I had been visiting friends in the town of Penticton, Canada, a beautiful place surrounded by mountains and lakes. Their outdoorsman son had found an abandoned goose egg and brought it home. He kept it warm, and within days, the shell cracked and a fluffy little gosling emerged. For the chick, it was love at first sight. Thinking the boy, Craig, was its mother, the little goose attached itself to him. Outside, Craig carried the gosling everywhere in his shirt pocket. Indoors, it had the run of the house, its webbed feet padding after him wherever he went.

The gosling also accepted the rest of us as fellow geese, showing no reluctance to approach us. I held the tiny creature in my hands, felt its little feet in my palms, the softness of downy feathers, and I was captivated. We enjoyed watching our new baby waddle through the garden, nibbling small flower heads with its tiny beak. When Craig’s sister played her guitar, the gosling positioned itself within inches of the strings, listening intently and watching her hands pluck and strum.

But Craig knew the adorable little bird didn’t belong in a human environment. He had seen a mother goose and her new hatchlings in the area where he had found the egg and felt sure this was the baby’s mother, so he made a plan, hoping she would recognize and accept her own.

Since I had become as attached as he, Craig took me with him. Together we paddled his canoe across the mountain lake, the little bird rustling around in his shirt pocket. When we spotted the mother goose and her brood near the shore, we drifted as close as possible without alarming them, then placed our charge in the water and started paddling away.

The gosling followed us, its paddle-like feet working overtime.

Realizing this wasn’t going to be easy, I plucked it out of the water while Craig maneuvered the canoe back to our original drop point. This time, after setting the little goose back in the water, we each grabbed a paddle and jettisoned away as fast as possible. The gosling followed once again, honking in desperation. I could hear the distress in its little voice. It broke my heart. I could feel tears welling up, the salty drops trickling down my face. I begged Craig to turn around or let it catch up, but he was resolute. And, as it turned out, he was right not to stop.

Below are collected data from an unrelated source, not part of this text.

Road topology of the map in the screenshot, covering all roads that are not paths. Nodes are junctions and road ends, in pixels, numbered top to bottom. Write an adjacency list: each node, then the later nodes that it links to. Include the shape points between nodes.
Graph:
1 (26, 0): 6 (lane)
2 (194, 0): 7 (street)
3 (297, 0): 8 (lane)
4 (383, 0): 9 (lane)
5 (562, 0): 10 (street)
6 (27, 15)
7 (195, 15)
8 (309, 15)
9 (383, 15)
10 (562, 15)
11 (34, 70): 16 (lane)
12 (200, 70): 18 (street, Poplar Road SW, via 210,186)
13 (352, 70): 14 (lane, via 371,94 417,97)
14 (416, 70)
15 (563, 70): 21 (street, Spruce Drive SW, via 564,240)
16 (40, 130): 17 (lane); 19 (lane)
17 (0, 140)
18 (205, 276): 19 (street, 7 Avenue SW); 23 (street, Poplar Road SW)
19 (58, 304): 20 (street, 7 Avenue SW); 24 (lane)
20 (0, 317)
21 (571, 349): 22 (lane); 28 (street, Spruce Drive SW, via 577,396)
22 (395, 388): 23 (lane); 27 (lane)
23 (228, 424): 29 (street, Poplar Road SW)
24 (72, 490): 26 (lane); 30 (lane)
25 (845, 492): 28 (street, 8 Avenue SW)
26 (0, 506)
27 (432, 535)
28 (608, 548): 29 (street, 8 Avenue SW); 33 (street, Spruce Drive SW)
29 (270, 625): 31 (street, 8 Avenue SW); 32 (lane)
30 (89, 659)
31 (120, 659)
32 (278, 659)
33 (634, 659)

Finally we had pulled far enough away. Our little bird stopped swimming. It sat in the water, watching us. It must have realized it couldn’t catch up.

Then an amazing thing happened. The mother goose and her brood glided out of the shallows gently honking at the stranger. In response, the gosling turned and swam towards them. After a brief introduction and some nuzzling—perhaps a goose way of checking I.D.—the whole group glided back to the shore, our gosling among them.

I was sad and overjoyed at the same time. I would miss the little Canada goose, but it was with its family, back in the wild where it belonged.
(published as Back to the Wild, in “The Ultimate Bird Lover,” HCI publications 2010)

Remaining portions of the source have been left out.